On Sept. 7, a tribunal of inquiry was sworn in to investigate the tot's alleged miraculous healing. Joining James and his family at the ceremony in Peoria were Bishop Daniel R. Jenky; Andrea Ambrosi, postulator for the cause; and members of the Archbishop Fulton J. Sheen Foundation board, some of whom are relatives of the late archbishop.
Peoria is the late archbishop's home diocese. His cause was officially opened in 2002. The Sheen Foundation centralized its operations in the diocese in 2007.
In addition to Bishop Jenky and Ambrosi, others sworn in included Msgr.

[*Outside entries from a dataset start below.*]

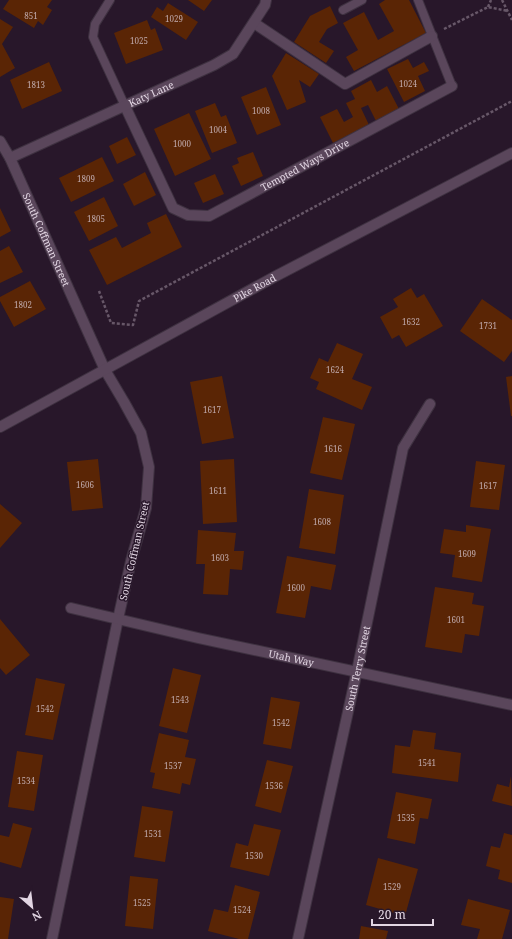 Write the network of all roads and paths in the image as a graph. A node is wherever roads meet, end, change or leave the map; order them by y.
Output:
1 (110, 0) edge
2 (266, 0) edge
3 (362, 0) edge
4 (418, 0) edge
5 (491, 0) edge
6 (502, 0) edge
7 (488, 7) junction
8 (344, 10) dead end
9 (508, 11) junction
10 (512, 20) edge
11 (254, 23) junction
12 (432, 36) junction
13 (452, 86) joint
14 (512, 101) edge
15 (125, 106) junction
16 (0, 141) edge
17 (512, 154) edge
18 (10, 158) junction
19 (99, 291) dead end
20 (105, 370) junction
21 (430, 404) dead end
22 (0, 427) edge
23 (71, 608) dead end
24 (118, 619) junction
25 (357, 671) junction
26 (512, 706) edge
27 (52, 939) edge
28 (298, 939) edge

1 - 15 lane
2 - 11 street, Katy Lane
3 - 8 lane
4 - 12 lane, Tempted Ways Drive
5 - 7 path
6 - 9 path
7 - 9 path
7 - 12 path
9 - 10 path
11 - 12 street
11 - 15 street, Katy Lane
12 - 13 lane, Tempted Ways Drive
13 - 15 street, Tempted Ways Drive
14 - 19 path
15 - 18 street, Katy Lane
16 - 18 street, South Coffman Street
17 - 20 street, Pike Road
18 - 20 street, South Coffman Street
20 - 22 street, Pike Road
20 - 24 street, South Coffman Street
21 - 25 street, South Terry Street
23 - 24 street, Utah Way
24 - 25 street, Utah Way
24 - 27 street, South Coffman Street
25 - 26 street, Utah Way
25 - 28 street, South Terry Street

Jason Gray, a pastor and judicial vicar of the diocesan marriage tribunal, who as episcopal delegate to the Sheen tribunal is responsible for guiding the process; and Dr. Louis Varela, a Houston family physician, who chairs the Sheen Foundation board and is the Sheen tribunal's medical expert.
The tribunal's work takes place in secret, so there is much that Msgr. Gray cannot say. But since the Engstroms have shared their story widely, he said the general details could be made public.

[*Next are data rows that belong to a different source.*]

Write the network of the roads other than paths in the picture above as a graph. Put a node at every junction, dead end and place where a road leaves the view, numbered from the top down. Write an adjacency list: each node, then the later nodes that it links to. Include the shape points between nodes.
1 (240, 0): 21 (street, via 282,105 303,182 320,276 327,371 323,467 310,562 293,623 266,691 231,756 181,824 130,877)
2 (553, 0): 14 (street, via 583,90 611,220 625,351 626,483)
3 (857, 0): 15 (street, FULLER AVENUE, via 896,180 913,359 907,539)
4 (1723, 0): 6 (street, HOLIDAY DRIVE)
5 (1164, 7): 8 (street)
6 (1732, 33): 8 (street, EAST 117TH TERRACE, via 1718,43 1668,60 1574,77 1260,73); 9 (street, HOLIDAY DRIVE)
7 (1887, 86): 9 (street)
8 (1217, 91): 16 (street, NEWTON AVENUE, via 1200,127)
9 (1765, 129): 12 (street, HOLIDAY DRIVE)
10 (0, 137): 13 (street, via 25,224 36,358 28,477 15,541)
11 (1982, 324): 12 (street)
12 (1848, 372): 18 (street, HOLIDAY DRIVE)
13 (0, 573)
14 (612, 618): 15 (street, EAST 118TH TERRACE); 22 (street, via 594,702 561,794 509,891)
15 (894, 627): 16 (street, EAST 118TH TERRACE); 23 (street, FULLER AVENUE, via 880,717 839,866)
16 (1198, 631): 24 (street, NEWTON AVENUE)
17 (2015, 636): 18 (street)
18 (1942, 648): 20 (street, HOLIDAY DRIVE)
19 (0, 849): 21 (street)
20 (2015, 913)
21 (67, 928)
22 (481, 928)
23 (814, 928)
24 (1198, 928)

Msgr. Gray noted that the tribunal's task is to investigate the alleged miraculous healing and determine whether it can be proved through medical documents and the testimony of witnesses.
"We call them to testify to different things," he said, including the seriousness of the medical condition. "We call them to testify about the fact that prayers were addressed to Fulton Sheen asking for his intercession. And then we need witnesses to testify to the end result, meaning that the crisis situation was cured, that health was restored."
Not only will the tribunal confer with the doctors and nurses involved in the case, but also with two outside doctors who can report on the child's current state of health.
"That way we can see that this isn't something that has resurfaced," Msgr. Gray told The Catholic Post, Peoria's diocesan newspaper. "In other words, it's a lasting healing."
He said the number of witnesses is small, so testimony should be collected relatively quickly.
Some time will be needed, however, for the two outside doctors to make their examinations, write reports and then explain the contents to the tribunal.
"My guess, though, is we're talking about months, not years," Msgr. Gray said. However, the results gathered by the Peoria investigation will go to the Vatican Congregation for Saint's Causes, he explained, and "then they open another phase of this tribunal."
Only after that investigation is done will recommendations be sent to the pope, who will decide the matter, Msgr. Gray said.
Archbishop Sheen is a native of El Paso, "down the road" from Germantown Hills where Bonnie Engstrom grew up. "I always heard people say he was going to be a saint," she told The Catholic Post.
She learned more about the media evangelist as a student at the Salve Regina Newman Center at Eureka College, where Msgr. Stanley Deptula was chaplain. He is now executive director of the Sheen Foundation.
She learned even more last year in writing the proposal for a grant from a diocesan Fulton Sheen endowment for an annual women's conference.
Six or seven months pregnant at the time, Bonnie said she started to pray that this "hometown hero" would pull some strings for the conference and also watch over her pregnancy. The Engstroms decided Fulton would be a good middle name if their baby was a boy.
When their son was born in crisis at home a year ago, because it was an emergency situation, Travis baptized him James Fulton before the ambulance came.
"I have a memory of watching the midwife perform CPR and praying to Sheen," Bonnie said.
Later in the day she asked people through her blog, learningtobeanewlywed.blogspot.com, to pray for Sheen's intercession.
While doctors had warned that he might be blind and unable to function normally, James is medication free and almost walking. "He laughs and plays with his toys and does things just like he should be doing and has for awhile," Bonnie said.
"I believe it was Sheen's intercession that played a key role in it, but it was Jesus who healed my son," she said. "It was for his greater honor and glory."